万国時事周覧

世界中で起こっている様々な出来事について、政治学および統治学を研究する学者の視点から、寸評を書いています。

天皇陵発掘調査とDNA鑑定の意義

2019年10月24日 15時15分29秒 | 日本政治
 宮内庁は、これまで、歴代天皇陵の発掘調査には極めて消極的でした。しかしながら、この態度はどこか矛盾していますし、日本国民に対していささか高飛車のようでもあります。宮内庁は陵墓を‘神域’とみなし、発掘調査は皇祖皇霊に対する不敬や毀損行為に当たると考えているのでしょう。しかしながら、神社の修繕等の際に行われるように、神事によって皇祖の御霊を一時的に他所に移すこともできますので、この説明は説得力に欠けております。矛盾と申しますのは、天皇陵の指定は明治期に行われているために間違いが多く、それこそ皇霊を蔑にしておりますし、高飛車と申しますのは、天皇陵は、皇室の私的財産でも宮内庁の独占物でもなく、日本国民の共有財産であるからです。

 国民には知る権利がありますので、自らの来歴を知ることも国民の重要な権利の一つです。この点、天皇陵の発掘調査と現皇族に至るまでのDNA鑑定の実施は、実のところ、皇統の継続性の科学的検証に加え、日本国や皇室の来歴を国民が知るという重大な意義があります。何故ならば、DNAの解析データは、今日に伝わる史料からでは分からない歴史の謎を解くための重要な鍵を提供するからです。否、諸説が入り乱れ、歴史学上において学説が対立する際に、唯一、これらの論争に決着を付ける証拠となるケースもあるかもしれません。DNA解析で得たデータとは、天皇家をめぐる歴史的な事実、即ち、日本国の歴史の一端を明らかにする情報が詰まった貴重な宝庫なのです。

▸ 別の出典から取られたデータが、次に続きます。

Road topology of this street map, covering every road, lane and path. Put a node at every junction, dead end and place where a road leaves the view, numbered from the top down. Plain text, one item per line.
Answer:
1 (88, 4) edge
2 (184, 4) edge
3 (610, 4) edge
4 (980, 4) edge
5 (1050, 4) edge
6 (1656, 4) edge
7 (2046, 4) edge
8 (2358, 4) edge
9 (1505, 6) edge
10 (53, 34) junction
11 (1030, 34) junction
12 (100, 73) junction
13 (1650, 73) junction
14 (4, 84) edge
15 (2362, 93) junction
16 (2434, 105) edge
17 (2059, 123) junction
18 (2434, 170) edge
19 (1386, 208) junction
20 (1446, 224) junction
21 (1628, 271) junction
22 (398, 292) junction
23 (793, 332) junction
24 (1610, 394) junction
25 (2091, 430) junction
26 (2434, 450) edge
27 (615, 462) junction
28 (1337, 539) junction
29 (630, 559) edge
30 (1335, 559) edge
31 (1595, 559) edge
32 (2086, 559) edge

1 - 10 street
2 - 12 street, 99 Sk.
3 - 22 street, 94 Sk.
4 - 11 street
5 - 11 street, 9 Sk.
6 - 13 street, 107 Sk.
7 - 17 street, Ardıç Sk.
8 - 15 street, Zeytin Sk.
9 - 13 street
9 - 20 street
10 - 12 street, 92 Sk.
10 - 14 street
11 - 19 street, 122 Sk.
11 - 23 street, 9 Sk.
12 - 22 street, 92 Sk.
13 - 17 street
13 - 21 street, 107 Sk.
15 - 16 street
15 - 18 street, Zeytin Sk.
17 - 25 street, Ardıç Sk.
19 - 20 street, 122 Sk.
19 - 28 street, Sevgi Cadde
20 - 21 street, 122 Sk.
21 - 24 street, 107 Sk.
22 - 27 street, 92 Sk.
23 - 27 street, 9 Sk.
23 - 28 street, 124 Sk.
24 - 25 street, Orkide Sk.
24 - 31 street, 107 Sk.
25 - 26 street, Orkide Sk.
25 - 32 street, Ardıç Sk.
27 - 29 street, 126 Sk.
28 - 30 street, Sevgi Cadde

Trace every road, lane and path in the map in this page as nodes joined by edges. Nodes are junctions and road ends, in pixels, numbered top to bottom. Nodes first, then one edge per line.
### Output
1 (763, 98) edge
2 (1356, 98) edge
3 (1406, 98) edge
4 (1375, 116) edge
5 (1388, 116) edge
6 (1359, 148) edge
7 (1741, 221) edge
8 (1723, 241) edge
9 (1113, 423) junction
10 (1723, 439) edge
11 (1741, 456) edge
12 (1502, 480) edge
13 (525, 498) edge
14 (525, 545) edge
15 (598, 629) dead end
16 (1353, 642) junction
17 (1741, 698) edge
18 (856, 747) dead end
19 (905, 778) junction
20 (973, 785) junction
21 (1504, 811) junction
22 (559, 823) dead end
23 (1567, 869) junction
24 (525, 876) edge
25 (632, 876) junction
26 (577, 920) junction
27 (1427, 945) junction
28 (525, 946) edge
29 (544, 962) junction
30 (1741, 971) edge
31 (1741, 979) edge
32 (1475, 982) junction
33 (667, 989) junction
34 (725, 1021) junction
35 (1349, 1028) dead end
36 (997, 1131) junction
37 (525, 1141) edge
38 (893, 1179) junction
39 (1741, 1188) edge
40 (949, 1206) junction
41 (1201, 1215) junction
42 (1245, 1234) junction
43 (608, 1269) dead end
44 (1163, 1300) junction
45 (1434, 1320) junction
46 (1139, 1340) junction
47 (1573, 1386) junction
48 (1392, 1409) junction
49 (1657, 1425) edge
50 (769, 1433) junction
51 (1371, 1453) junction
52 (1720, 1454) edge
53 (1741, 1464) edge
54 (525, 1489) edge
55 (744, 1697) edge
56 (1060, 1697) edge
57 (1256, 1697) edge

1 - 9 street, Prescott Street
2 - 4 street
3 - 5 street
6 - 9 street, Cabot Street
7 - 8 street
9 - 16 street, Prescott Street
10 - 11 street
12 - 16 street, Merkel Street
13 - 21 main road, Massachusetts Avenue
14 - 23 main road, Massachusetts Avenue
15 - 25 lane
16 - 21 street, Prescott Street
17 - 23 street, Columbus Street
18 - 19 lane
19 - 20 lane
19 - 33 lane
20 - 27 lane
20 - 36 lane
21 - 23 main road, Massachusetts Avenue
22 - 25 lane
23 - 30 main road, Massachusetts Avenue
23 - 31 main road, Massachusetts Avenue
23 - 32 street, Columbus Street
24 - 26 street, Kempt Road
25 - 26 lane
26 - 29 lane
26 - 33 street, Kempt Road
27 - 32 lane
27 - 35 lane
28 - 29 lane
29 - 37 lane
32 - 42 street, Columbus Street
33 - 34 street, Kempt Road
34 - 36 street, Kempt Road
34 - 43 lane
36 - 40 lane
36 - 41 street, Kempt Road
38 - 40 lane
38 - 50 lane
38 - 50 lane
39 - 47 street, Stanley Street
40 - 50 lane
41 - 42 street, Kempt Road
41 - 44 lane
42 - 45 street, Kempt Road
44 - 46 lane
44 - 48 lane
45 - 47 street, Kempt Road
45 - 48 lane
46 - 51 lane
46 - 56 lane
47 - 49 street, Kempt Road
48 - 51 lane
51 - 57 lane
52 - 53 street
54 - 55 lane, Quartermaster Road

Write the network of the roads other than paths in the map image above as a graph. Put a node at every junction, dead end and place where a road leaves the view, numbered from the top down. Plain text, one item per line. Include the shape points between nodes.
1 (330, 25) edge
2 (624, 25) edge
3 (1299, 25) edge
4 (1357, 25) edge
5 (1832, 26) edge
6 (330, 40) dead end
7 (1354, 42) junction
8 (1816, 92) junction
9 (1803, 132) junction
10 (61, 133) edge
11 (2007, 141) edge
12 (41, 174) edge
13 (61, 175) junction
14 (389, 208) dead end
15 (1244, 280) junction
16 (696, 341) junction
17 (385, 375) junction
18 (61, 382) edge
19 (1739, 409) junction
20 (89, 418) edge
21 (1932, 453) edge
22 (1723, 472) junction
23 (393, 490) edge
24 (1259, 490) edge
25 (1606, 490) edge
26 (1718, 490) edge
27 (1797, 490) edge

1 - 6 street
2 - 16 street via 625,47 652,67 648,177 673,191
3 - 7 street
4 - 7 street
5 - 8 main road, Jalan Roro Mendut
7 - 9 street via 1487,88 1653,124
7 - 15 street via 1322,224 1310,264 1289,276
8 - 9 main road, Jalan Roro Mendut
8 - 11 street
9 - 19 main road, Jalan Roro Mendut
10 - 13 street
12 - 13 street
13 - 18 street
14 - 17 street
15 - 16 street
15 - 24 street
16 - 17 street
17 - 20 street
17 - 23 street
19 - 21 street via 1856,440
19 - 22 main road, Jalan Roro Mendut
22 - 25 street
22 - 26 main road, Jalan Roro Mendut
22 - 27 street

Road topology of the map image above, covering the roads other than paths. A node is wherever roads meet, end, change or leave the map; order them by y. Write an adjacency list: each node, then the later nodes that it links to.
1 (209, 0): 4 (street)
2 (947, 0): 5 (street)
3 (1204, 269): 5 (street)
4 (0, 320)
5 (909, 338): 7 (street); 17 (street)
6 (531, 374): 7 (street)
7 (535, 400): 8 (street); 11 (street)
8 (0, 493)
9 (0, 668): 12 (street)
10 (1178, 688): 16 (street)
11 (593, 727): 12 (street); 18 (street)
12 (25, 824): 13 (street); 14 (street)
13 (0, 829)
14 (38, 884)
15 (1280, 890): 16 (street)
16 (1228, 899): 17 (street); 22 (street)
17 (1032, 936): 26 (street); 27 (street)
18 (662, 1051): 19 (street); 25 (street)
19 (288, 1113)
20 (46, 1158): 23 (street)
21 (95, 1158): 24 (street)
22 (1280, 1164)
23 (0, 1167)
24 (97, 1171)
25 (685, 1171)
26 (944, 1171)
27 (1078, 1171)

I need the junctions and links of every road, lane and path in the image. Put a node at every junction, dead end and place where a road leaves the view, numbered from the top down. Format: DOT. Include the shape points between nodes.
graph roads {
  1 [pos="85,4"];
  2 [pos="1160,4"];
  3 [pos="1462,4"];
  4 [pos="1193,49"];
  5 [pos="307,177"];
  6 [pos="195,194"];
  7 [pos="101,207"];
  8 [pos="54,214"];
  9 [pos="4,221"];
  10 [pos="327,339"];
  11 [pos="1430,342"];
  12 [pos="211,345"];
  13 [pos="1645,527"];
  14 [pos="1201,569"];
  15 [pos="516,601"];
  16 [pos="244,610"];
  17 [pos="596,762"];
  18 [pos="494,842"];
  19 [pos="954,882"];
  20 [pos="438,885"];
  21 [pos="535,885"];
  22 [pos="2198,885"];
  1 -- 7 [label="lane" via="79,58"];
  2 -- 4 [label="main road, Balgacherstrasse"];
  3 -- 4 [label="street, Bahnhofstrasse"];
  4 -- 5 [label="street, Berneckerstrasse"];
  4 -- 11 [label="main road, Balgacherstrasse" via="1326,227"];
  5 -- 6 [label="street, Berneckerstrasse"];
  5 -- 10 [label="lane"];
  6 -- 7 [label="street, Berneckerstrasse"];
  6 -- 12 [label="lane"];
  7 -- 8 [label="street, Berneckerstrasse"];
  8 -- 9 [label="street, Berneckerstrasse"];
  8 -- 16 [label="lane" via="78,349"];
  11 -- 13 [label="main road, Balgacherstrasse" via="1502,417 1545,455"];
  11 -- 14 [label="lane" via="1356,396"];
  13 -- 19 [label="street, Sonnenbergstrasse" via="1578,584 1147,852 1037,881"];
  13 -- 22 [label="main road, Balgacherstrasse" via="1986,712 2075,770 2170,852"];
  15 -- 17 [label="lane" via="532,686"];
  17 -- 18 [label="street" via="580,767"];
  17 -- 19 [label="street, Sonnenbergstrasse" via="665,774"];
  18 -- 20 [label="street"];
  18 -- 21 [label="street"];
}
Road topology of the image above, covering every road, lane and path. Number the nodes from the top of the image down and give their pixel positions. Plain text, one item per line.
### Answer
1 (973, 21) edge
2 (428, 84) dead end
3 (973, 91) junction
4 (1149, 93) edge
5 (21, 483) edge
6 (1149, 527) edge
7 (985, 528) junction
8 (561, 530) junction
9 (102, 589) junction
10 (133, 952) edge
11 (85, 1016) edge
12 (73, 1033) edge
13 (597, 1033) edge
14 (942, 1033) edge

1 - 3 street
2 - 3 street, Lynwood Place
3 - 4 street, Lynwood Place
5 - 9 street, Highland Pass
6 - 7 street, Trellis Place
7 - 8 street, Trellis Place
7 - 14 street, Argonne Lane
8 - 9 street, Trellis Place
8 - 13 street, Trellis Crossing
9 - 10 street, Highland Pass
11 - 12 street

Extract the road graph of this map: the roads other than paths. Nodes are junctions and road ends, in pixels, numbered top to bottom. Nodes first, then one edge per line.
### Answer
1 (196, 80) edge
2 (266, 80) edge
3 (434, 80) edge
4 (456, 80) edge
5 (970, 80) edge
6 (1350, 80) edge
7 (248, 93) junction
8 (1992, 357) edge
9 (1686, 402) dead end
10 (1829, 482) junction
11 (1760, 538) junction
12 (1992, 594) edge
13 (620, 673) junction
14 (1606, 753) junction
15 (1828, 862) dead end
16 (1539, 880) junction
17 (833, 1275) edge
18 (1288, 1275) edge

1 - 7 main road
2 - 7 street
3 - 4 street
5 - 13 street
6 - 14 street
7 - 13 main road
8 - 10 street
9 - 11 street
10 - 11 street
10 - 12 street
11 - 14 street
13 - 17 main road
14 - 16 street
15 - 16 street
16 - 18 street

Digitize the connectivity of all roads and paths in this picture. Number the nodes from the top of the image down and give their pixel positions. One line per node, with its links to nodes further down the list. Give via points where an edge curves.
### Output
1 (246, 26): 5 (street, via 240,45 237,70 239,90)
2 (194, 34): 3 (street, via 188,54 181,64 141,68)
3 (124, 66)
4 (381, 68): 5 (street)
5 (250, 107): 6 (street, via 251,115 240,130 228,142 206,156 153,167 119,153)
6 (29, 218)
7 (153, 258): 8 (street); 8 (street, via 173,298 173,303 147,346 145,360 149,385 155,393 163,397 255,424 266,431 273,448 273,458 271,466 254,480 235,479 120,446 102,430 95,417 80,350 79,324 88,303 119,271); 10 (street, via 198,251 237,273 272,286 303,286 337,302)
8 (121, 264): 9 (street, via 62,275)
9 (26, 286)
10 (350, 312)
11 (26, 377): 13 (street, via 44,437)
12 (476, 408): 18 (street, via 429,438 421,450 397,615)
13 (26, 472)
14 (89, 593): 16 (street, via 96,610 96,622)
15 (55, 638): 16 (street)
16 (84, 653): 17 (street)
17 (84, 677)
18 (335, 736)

 日本国の土壌は酸性であるため、御骨が埋葬時のままに残っている可能性はそれ程には高くはないのですが、戦前に発掘された中臣鎌足の墳墓とされる阿武山古墳のように、保存状態がかなり良好な骨が発掘される場合もあります(ミイラ化?)。古代天皇陵から骨片でも出土すれば、人類の遺伝子の分布マップに照らして天皇家の由来や騎馬征服民族説等の真偽を確かめることができます。また、仮に歴代天皇の間でY染色体の継続性がなく、客観的なデータによって万世一系説が否定されたとしても、何故、そのような事態が起きたのか、文献史学の成果を踏まえつつ検証することもできます。持統天皇や淳和天皇のように火葬に付された天皇の場合もありますが(損傷のためDNAの採取が難しいかもしれない…)、少なくとも継体天皇、後白河天皇、後醍醐天皇といった皇統の危機や時代の転換点に生きた諸天皇、並びに、江戸初期の後水尾天皇から昭和天皇まではみな土葬で埋葬されています。盗掘されている陵墓もありましょうが、スパコン等の能力からすれば、相当に精緻なDNA解析が可能なはずです。歴代天皇の御骨は、テクノロジーの力を借りて2000年以上に亘る日本国の歴史を語り始めるかもしれないのです。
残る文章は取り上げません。